YOUR SOLIN GENERATED RECIPE
Crispy Sheet Pan Chicken with Roasted Rainbow Vegetables
Enjoy a delightful and vibrant one-pan meal featuring crispy chicken breast paired with a colourful medley of roasted vegetables. This dish offers a perfect balance of lean protein, fresh garden produce, and a hint of olive oil, delivering a light yet satisfying meal.
INGREDIENTS
6 oz Chicken Breast
1 medium Red Bell Pepper
1 cup sliced Zucchini
1 small Carrot
0.5 tbsp Olive Oil
1 tsp Garlic Powder
Salt and Pepper to taste
PREPARATION
Preheat your oven to 425°F (220°C).
Cut the chicken breast into even pieces if desired for quicker cooking, or leave whole to retain juiciness.

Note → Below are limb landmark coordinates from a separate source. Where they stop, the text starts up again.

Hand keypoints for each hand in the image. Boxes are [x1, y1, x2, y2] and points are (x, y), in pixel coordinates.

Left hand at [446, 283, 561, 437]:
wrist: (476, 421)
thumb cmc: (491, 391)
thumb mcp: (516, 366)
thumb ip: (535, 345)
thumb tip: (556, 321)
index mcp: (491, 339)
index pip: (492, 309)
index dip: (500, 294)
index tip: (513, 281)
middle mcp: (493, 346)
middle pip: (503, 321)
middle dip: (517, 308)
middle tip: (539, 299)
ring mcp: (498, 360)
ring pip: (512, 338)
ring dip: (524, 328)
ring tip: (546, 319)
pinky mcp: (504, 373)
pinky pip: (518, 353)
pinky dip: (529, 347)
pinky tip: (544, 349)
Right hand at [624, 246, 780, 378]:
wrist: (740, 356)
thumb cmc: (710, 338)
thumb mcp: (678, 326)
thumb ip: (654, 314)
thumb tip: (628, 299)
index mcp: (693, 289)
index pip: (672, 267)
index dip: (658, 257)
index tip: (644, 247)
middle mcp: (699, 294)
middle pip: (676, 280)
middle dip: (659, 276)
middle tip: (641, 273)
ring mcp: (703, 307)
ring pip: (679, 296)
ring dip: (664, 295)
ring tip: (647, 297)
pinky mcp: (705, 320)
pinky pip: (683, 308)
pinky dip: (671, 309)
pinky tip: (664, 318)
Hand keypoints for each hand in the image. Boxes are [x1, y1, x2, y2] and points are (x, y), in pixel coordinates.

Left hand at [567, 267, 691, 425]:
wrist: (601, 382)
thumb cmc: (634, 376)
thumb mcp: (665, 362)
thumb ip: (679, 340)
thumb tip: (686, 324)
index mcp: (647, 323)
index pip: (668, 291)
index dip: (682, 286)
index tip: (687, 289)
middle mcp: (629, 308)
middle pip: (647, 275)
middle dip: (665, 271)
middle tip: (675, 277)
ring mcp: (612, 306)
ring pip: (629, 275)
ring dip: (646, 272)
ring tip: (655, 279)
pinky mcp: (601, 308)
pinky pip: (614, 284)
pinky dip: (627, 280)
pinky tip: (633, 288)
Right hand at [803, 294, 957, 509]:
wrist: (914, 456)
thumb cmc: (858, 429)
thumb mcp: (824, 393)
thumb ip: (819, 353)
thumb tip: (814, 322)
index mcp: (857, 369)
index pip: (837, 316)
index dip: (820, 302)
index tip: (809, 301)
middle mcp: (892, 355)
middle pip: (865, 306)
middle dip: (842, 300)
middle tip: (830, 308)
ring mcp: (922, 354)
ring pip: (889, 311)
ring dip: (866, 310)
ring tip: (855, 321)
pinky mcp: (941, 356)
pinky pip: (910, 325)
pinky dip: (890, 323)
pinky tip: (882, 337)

Chop the red bell pepper into strips, slice the zucchini into rounds, and cut the carrot into thin discs or matchsticks.
In a large bowl, toss the vegetables with olive oil, garlic powder, salt, and pepper until evenly coated.
Place the chicken breast on a sheet pan and surround it with the mixed vegetables.
Bake in the preheated oven for 20-25 minutes, or until the chicken is cooked through (internal temperature of 165°F) and the vegetables are tender and slightly crisp.
Remove from the oven, let it rest for a couple of minutes, then serve warm.